Thursday, February 28, 2019

North Caucasus Men Increasingly Resemble Their Counterparts in Europe, New Study Says


Paul Goble

            Staunton, February 27 – Many people explain what has been taking place in the North Caucasus over the last three decades by suggesting that men there have archaic values and cannot fit into modern society, but a new study conducted by the Heinrich Boll Foundation finds that men there increasingly resemble not this image but their counterparts in Europe.

            Irina Kosterina, who oversaw the survey of 1800 men in four republics of the region (Dagehstan, Ingushetia, Kabardino-Balkaria and Chechnya) as well as in-depth interviews with 80 of them, says that she and others taking part were surprised by the willingness of the men to speak about their lives (ru.boell.org/ru/2019/02/25/zhizn-muzhchin-na-severnom-kavkaze, summarized at kavkazr.com/a/29793971.html).

            “We feared,” she said, “that they would not begin to share” their views seeing the questions as outside interference. “But the reaction turned out to be calm with respondents pleased that others are interested in their lives.” And the findings of the survey help to explain why this is so.

            “The image of the brutal man in the Caucasus is receding into the past with the current generation completely contemporary and resembling its counterparts in Europe,” Kosterina continues. Men in the North Caucasus aren’t satisfied to be simply the primary breadwinners for their families: they want a chance to be creative as well.
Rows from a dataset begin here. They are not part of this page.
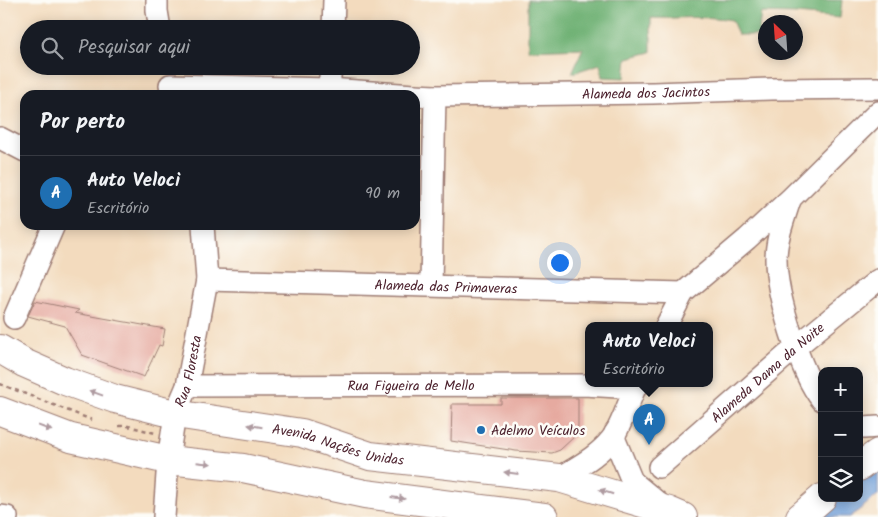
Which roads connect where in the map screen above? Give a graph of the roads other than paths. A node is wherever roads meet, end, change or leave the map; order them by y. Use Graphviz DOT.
graph roads {
  1 [pos="157,0"];
  2 [pos="334,0"];
  3 [pos="158,20"];
  4 [pos="333,20"];
  5 [pos="330,75"];
  6 [pos="170,82"];
  7 [pos="878,88"];
  8 [pos="329,89"];
  9 [pos="344,90"];
  10 [pos="421,95"];
  11 [pos="878,112"];
  12 [pos="0,138"];
  13 [pos="20,148"];
  14 [pos="790,199"];
  15 [pos="52,230"];
  16 [pos="202,230"];
  17 [pos="747,239"];
  18 [pos="776,259"];
  19 [pos="207,280"];
  20 [pos="878,280"];
  21 [pos="431,285"];
  22 [pos="683,293"];
  23 [pos="14,318"];
  24 [pos="668,322"];
  25 [pos="796,347"];
  26 [pos="0,350"];
  27 [pos="585,385"];
  28 [pos="187,386"];
  29 [pos="636,387"];
  30 [pos="818,395"];
  31 [pos="0,411"];
  32 [pos="175,414"];
  33 [pos="878,427"];
  34 [pos="863,428"];
  35 [pos="615,433"];
  36 [pos="878,453"];
  37 [pos="370,456"];
  38 [pos="168,460"];
  39 [pos="863,464"];
  40 [pos="659,467"];
  41 [pos="560,478"];
  42 [pos="364,494"];
  43 [pos="818,501"];
  44 [pos="676,514"];
  45 [pos="0,516"];
  46 [pos="6,517"];
  47 [pos="164,517"];
  48 [pos="544,517"];
  49 [pos="800,517"];
  1 -- 3 [label="street"];
  2 -- 4 [label="street"];
  5 -- 8 [label="street"];
  6 -- 8 [label="street, Alameda dos Jacintos"];
  7 -- 10 [label="street, Alameda dos Jacintos"];
  8 -- 9 [label="street, Alameda dos Jacintos"];
  10 -- 21 [label="street"];
  11 -- 14 [label="street"];
  12 -- 13 [label="street"];
  14 -- 17 [label="street"];
  14 -- 18 [label="street"];
  15 -- 23 [label="street"];
  16 -- 19 [label="street, Rua Floresta"];
  17 -- 18 [label="street"];
  17 -- 22 [label="street"];
  18 -- 25 [label="street"];
  19 -- 21 [label="street, Alameda das Primaveras"];
  19 -- 28 [label="street, Rua Floresta"];
  20 -- 25 [label="street, Alameda Dama da Noite"];
  21 -- 22 [label="street, Alameda das Primaveras"];
  22 -- 24 [label="street"];
  25 -- 30 [label="street"];
  25 -- 40 [label="street, Alameda Dama da Noite"];
  32 -- 26 [label="main road, Avenida Nações Unidas, one-way"];
  27 -- 28 [label="street, Rua Figueira de Mello"];
  28 -- 32 [label="street, Rua Floresta"];
  29 -- 35 [label="street"];
  31 -- 38 [label="main road, one-way"];
  37 -- 32 [label="main road, Avenida Nações Unidas, one-way"];
  32 -- 38 [label="street, Rua Floresta"];
  33 -- 34 [label="street"];
  35 -- 41 [label="street"];
  35 -- 44 [label="street"];
  36 -- 39 [label="main road"];
  41 -- 37 [label="main road, Avenida Nações Unidas, one-way"];
  37 -- 42 [label="main road"];
  38 -- 42 [label="main road, one-way"];
  38 -- 47 [label="street, Rua Floresta"];
  44 -- 41 [label="main road, Avenida Nações Unidas, one-way"];
  42 -- 48 [label="main road, one-way"];
  43 -- 49 [label="main road"];
  45 -- 46 [label="street"];
}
            Opportunities for both are limited not only by harsh economic conditions but also by the actions of the siloviki and local officials, she continues. As a result, many men in the Caucasus see the present as bad and only hope that the situation will improve in the future.  They do not see a return to the past as a good idea.

            One indication of how much has changed in the North Caucasus, Kosterina says, is that a large share of the men, from 53 and 55 percent among the Chechens and Ingush to 63 to 75 percent of the Daghestanis and residents of Kabardino-Balkaria are sexually active before marriage.  But among the religious young, that is less true, she adds.

            Only a small fraction, from seven to 15 percent, support polygamy despite the Koranic permission for it, the survey found. Many even say, Kosterina continues, that traditions in society interfere with their personal lives and that traditional groups like the clan or extended family exercise too much influence. 

            Evidence of this is that “a very large number of men, despite what many believe, want to live with their immediate family separately from their parents so that there won’t be any conflicts between their wives and their own mothers. When that happens, a man must support his mother as tradition dictates, and the wife is offended.”

            Men in the North Caucasus, Kosterina says, recognize that violence within families is a problem but relatively small shares of these communities try to justify it, something that gives hope that over time, such violence will decline – and the men in this region will become even more like their coevals elsewhere.